The Victim and The Beneficiary: Exploiting a Poisoned Model to Train a Clean Model on Poisoned Data
Zixuan Zhu, Rui Wang, Cong Zou, Lihua Jing
TL;DR
This work tackles backdoor attacks in DNN training by exploiting prediction entropy to separate poisoned from benign samples and by using a dual-network framework, The Victim and The Beneficiary (V&B), to train a clean model directly on poisoned data without benign examples. The Victim acts as a powerful detector trained on suspicious data, while the Beneficiary learns from credible data with AttentionMix augmentation, further enhanced by semi-supervised suppression that uses the Victim's knowledge to erase backdoors. A strong data augmentation, AttentionMix, disrupts trigger patterns by region-aware mixing, and a Gaussian Mixture Model-based warming-up automates sample filtering. Across CIFAR-10 and an ImageNet subset, V&B achieves near-zero attack success rates with minimal benigh accuracy loss, outperforming state-of-the-art defenses and demonstrating practical viability when benign data are unavailable.
Abstract
Recently, backdoor attacks have posed a serious security threat to the training process of deep neural networks (DNNs). The attacked model behaves normally on benign samples but outputs a specific result when the trigger is present.
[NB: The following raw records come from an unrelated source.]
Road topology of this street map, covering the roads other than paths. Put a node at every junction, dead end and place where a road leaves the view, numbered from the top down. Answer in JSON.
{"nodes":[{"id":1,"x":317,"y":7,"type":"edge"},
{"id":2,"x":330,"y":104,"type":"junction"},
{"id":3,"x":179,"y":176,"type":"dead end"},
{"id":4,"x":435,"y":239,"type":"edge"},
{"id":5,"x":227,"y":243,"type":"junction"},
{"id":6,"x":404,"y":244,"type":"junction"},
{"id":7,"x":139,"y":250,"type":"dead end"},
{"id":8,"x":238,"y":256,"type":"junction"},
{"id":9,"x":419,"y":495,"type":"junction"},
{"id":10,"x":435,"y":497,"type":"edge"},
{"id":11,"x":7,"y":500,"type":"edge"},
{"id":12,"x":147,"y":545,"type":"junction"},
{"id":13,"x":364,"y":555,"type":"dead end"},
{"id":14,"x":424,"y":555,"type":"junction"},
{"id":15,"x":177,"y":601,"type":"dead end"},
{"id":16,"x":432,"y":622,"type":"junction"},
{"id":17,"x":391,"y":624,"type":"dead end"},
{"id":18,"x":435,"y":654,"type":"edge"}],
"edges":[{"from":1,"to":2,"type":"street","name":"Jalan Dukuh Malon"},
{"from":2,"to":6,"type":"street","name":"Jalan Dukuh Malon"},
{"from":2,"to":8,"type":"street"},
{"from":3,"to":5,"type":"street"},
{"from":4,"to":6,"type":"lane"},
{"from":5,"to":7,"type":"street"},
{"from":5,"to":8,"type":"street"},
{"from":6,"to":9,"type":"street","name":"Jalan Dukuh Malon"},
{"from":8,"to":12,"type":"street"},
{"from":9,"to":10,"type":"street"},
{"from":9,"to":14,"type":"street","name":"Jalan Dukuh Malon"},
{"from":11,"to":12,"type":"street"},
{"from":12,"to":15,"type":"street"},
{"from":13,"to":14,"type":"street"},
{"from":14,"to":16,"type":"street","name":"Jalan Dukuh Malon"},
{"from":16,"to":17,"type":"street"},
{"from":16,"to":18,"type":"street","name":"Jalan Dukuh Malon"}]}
However, compared with the rocketing progress of backdoor attacks, existing defenses are difficult to deal with these threats effectively or require benign samples to work, which may be unavailable in real scenarios. In this paper, we find that the poisoned samples and benign samples can be distinguished with prediction entropy. This inspires us to propose a novel dual-network training framework: The Victim and The Beneficiary (V&B), which exploits a poisoned model to train a clean model without extra benign samples. Firstly, we sacrifice the Victim network to be a powerful poisoned sample detector by training on suspicious samples. Secondly, we train the Beneficiary network on the credible samples selected by the Victim to inhibit backdoor injection. Thirdly, a semi-supervised suppression strategy is adopted for erasing potential backdoors and improving model performance. Furthermore, to better inhibit missed poisoned samples, we propose a strong data augmentation method, AttentionMix, which works well with our proposed V&B framework. Extensive experiments on two widely used datasets against 6 state-of-the-art attacks demonstrate that our framework is effective in preventing backdoor injection and robust to various attacks while maintaining the performance on benign samples. Our code is available at https://github.com/Zixuan-Zhu/VaB.